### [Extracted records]
Content starts

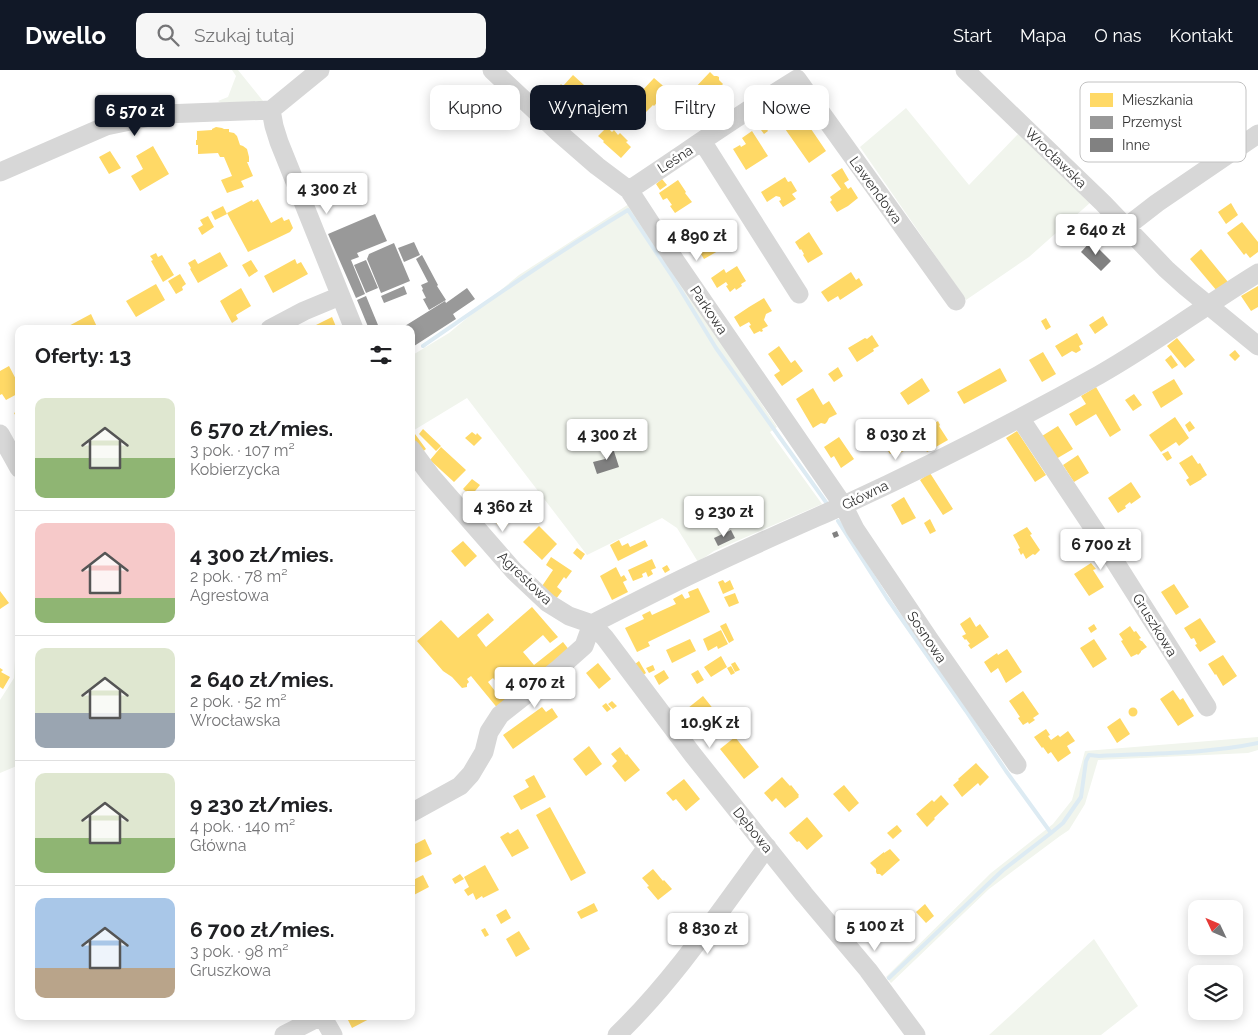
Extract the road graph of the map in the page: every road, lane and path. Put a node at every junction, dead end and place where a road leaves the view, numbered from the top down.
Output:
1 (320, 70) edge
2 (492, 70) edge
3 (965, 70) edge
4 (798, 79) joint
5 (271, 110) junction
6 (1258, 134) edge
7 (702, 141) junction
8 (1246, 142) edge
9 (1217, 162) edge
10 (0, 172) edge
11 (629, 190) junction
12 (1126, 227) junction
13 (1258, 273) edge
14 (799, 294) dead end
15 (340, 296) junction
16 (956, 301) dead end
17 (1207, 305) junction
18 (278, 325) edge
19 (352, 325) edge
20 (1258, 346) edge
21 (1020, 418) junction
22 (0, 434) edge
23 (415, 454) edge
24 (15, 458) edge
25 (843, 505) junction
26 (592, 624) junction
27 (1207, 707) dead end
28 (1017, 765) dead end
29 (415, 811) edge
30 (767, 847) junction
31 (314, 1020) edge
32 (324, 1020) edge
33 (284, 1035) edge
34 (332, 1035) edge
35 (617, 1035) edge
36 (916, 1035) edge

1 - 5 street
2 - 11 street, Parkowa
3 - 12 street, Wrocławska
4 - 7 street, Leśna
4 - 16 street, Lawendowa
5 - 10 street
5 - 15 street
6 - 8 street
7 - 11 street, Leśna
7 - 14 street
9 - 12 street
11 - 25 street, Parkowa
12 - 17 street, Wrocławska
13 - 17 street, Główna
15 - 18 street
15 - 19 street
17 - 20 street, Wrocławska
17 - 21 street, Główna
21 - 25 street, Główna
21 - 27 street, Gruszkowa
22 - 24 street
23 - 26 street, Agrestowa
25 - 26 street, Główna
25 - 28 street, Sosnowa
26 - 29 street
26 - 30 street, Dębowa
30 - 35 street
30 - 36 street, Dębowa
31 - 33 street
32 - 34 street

Content ends

### [YOUR GOAL]
Transcribe the records above verbatim. Do not carry over any picture.

### [EXERCISE OUTPUT]
Extract the road graph of the map in the page: every road, lane and path. Put a node at every junction, dead end and place where a road leaves the view, numbered from the top down.
Output:
1 (320, 70) edge
2 (492, 70) edge
3 (965, 70) edge
4 (798, 79) joint
5 (271, 110) junction
6 (1258, 134) edge
7 (702, 141) junction
8 (1246, 142) edge
9 (1217, 162) edge
10 (0, 172) edge
11 (629, 190) junction
12 (1126, 227) junction
13 (1258, 273) edge
14 (799, 294) dead end
15 (340, 296) junction
16 (956, 301) dead end
17 (1207, 305) junction
18 (278, 325) edge
19 (352, 325) edge
20 (1258, 346) edge
21 (1020, 418) junction
22 (0, 434) edge
23 (415, 454) edge
24 (15, 458) edge
25 (843, 505) junction
26 (592, 624) junction
27 (1207, 707) dead end
28 (1017, 765) dead end
29 (415, 811) edge
30 (767, 847) junction
31 (314, 1020) edge
32 (324, 1020) edge
33 (284, 1035) edge
34 (332, 1035) edge
35 (617, 1035) edge
36 (916, 1035) edge

1 - 5 street
2 - 11 street, Parkowa
3 - 12 street, Wrocławska
4 - 7 street, Leśna
4 - 16 street, Lawendowa
5 - 10 street
5 - 15 street
6 - 8 street
7 - 11 street, Leśna
7 - 14 street
9 - 12 street
11 - 25 street, Parkowa
12 - 17 street, Wrocławska
13 - 17 street, Główna
15 - 18 street
15 - 19 street
17 - 20 street, Wrocławska
17 - 21 street, Główna
21 - 25 street, Główna
21 - 27 street, Gruszkowa
22 - 24 street
23 - 26 street, Agrestowa
25 - 26 street, Główna
25 - 28 street, Sosnowa
26 - 29 street
26 - 30 street, Dębowa
30 - 35 street
30 - 36 street, Dębowa
31 - 33 street
32 - 34 street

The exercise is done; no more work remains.